Algunas víctimas dicen que las cámaras estaban colocadas muy cerca y miraban directamente a sus partes privadas. Varias mujeres afirman que los procedimientos se transmitieron en vivo y los espectadores pagaron por el acceso mediante criptomonedas.
“Supongo que estos clips de varias personas han sido vistos decenas o cientos de miles de veces”, dijo a los medios búlgaros Rosen Diev, abogado que representa a las víctimas. dijo.
“Cualquiera puede hacer los cálculos básicos; si le pagan 30 euros, ¿cuánto se gasta en esta actividad ilegal que acumulan los culpables?”
El portavoz del fiscal, Shtelian Dimitrov, confirmó que las imágenes contenían escenas sexualmente explícitas y fueron compartidas en plataformas como Telegram y Facebook.
“La investigación determinará el mecanismo mediante el cual se llevó a cabo la actividad criminal, es decir, quién tuvo acceso a las imágenes de vídeo grabadas (ya sean editadas o no, quién distribuyó los materiales y en qué sitios web fueron publicados)”, dijo Dimitrov.
Los investigadores ahora deben determinar quién tuvo acceso a las cámaras y grabaciones y cómo se distribuyeron las imágenes. Según informes de los medios locales, los sitios web que alojan los vídeos se encuentran en el extranjero; Esto significa que las autoridades búlgaras buscarán asistencia internacional, incluidas Interpol y el FBI, para retirar los materiales.
Según la legislación búlgara, la distribución no autorizada de material pornográfico se castiga con un año de prisión y una multa de entre 500 y 1.500 euros. Los fiscales dijeron que las penas son mucho más severas en los casos que involucran a menores.
Los dueños del salón niegan responsabilidad
A pesar de las revelaciones y de las inspecciones en curso, los salones de belleza siguen abiertos.

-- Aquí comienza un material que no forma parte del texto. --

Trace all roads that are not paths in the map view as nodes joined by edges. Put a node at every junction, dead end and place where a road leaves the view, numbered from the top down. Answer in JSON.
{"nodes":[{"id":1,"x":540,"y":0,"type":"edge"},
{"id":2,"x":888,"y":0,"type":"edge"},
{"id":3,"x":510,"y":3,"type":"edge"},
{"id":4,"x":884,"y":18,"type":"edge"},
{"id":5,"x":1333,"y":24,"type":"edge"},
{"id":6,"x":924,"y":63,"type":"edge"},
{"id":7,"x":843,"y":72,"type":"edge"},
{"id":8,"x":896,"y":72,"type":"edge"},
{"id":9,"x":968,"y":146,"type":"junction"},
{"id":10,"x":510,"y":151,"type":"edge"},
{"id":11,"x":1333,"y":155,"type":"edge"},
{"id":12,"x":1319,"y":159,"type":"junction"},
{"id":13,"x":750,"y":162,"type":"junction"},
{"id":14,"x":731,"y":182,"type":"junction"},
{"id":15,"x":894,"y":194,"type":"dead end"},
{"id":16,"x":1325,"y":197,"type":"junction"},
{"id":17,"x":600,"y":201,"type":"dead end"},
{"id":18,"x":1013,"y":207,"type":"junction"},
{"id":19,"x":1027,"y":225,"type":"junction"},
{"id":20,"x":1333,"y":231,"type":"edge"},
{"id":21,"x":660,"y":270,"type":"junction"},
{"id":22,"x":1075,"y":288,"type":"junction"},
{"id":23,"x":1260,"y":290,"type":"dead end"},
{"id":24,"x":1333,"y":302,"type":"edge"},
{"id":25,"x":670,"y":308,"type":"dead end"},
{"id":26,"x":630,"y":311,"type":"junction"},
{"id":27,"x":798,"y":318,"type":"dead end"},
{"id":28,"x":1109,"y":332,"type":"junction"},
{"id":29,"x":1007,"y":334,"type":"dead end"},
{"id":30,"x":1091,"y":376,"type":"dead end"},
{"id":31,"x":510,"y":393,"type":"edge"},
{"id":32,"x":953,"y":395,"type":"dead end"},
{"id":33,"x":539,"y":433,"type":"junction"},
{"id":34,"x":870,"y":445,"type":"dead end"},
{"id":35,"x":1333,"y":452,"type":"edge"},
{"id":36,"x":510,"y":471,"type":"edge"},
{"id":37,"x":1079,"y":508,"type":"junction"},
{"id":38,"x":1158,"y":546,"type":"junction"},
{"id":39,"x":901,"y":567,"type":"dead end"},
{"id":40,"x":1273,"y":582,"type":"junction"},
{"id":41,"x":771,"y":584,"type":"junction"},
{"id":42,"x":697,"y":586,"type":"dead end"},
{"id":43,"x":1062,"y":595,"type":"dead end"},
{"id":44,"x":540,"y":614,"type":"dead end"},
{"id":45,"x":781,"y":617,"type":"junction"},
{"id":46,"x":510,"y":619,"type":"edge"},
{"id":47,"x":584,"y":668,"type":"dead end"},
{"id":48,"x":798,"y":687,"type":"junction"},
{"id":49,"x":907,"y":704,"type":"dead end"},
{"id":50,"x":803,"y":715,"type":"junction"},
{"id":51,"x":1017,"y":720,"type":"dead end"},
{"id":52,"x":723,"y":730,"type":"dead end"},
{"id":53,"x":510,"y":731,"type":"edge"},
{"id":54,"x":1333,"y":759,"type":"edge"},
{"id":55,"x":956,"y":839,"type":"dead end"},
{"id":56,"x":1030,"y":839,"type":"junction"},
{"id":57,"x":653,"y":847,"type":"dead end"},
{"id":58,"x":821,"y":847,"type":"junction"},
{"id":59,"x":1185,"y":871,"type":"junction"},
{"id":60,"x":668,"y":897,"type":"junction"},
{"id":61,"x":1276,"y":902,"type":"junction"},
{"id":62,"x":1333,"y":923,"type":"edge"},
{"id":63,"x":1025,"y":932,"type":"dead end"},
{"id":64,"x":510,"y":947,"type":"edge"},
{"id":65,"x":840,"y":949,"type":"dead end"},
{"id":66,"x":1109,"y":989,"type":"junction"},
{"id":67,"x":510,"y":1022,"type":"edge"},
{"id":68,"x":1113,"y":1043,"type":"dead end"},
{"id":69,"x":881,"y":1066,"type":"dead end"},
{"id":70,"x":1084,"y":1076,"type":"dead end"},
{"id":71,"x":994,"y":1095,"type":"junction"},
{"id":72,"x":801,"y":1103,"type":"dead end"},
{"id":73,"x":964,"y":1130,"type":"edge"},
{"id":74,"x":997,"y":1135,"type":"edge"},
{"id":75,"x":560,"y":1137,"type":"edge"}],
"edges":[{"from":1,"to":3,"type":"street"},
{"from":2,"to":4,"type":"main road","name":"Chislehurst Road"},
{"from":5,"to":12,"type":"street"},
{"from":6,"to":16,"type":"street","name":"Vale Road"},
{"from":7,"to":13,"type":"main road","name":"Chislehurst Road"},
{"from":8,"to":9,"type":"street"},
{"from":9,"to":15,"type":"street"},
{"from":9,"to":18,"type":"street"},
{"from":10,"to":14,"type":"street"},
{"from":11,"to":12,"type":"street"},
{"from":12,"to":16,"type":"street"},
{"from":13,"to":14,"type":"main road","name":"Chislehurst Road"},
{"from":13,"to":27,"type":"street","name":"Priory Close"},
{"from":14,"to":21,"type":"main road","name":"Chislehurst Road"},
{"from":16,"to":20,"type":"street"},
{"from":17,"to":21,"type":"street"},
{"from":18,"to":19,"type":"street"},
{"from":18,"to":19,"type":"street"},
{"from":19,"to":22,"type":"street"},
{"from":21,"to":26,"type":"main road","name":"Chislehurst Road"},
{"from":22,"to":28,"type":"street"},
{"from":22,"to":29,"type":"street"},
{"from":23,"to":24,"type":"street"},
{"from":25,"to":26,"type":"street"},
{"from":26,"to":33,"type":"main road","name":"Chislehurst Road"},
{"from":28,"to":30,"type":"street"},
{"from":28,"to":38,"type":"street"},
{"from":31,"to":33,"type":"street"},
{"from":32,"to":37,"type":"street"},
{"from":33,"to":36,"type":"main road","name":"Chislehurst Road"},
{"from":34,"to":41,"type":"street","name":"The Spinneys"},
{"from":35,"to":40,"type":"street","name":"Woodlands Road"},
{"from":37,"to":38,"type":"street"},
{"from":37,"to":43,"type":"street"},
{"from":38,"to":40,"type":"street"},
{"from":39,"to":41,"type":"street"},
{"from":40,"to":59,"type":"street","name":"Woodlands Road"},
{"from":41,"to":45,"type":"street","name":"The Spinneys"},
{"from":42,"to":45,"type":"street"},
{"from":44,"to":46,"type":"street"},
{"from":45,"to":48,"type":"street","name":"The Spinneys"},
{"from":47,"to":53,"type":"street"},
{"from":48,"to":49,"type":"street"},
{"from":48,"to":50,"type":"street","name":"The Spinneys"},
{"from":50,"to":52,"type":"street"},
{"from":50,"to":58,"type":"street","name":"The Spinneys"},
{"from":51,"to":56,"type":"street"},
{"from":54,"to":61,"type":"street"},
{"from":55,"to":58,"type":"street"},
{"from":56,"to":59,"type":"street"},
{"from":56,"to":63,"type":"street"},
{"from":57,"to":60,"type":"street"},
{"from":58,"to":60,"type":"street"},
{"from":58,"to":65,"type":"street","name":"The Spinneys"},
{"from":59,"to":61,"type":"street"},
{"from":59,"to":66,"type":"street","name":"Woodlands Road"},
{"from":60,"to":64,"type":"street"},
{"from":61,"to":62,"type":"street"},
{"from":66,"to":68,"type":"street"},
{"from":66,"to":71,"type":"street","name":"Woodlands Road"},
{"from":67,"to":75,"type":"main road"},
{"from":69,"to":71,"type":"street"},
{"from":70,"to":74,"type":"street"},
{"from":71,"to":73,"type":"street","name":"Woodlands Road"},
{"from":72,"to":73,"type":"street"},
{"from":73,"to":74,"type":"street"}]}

La policía ha interrogado a los propietarios de los salones y a los empleados actuales y anteriores, pero hasta el momento no se han realizado arrestos. Según los informes, los propietarios del salón niegan su participación, mientras que algunos afirman que sus cámaras de seguridad fueron pirateadas.
“Desafortunadamente, hemos recibido información de que cuatro fotografías tomadas en octubre de 2023 en uno de nuestros primeros estudios en Kazanlak están disponibles en línea”, dijo uno de los estudios a los medios búlgaros.
“Las fotografías fueron tomadas por una cámara no autorizada y fueron descubiertas y eliminadas poco después de la apertura del estudio”.
“Actualmente estamos realizando una auditoría con una empresa de seguridad externa para determinar la fuente de las fotografías en cuestión. Confiamos en las autoridades para eliminarlas”, dijo el estudio.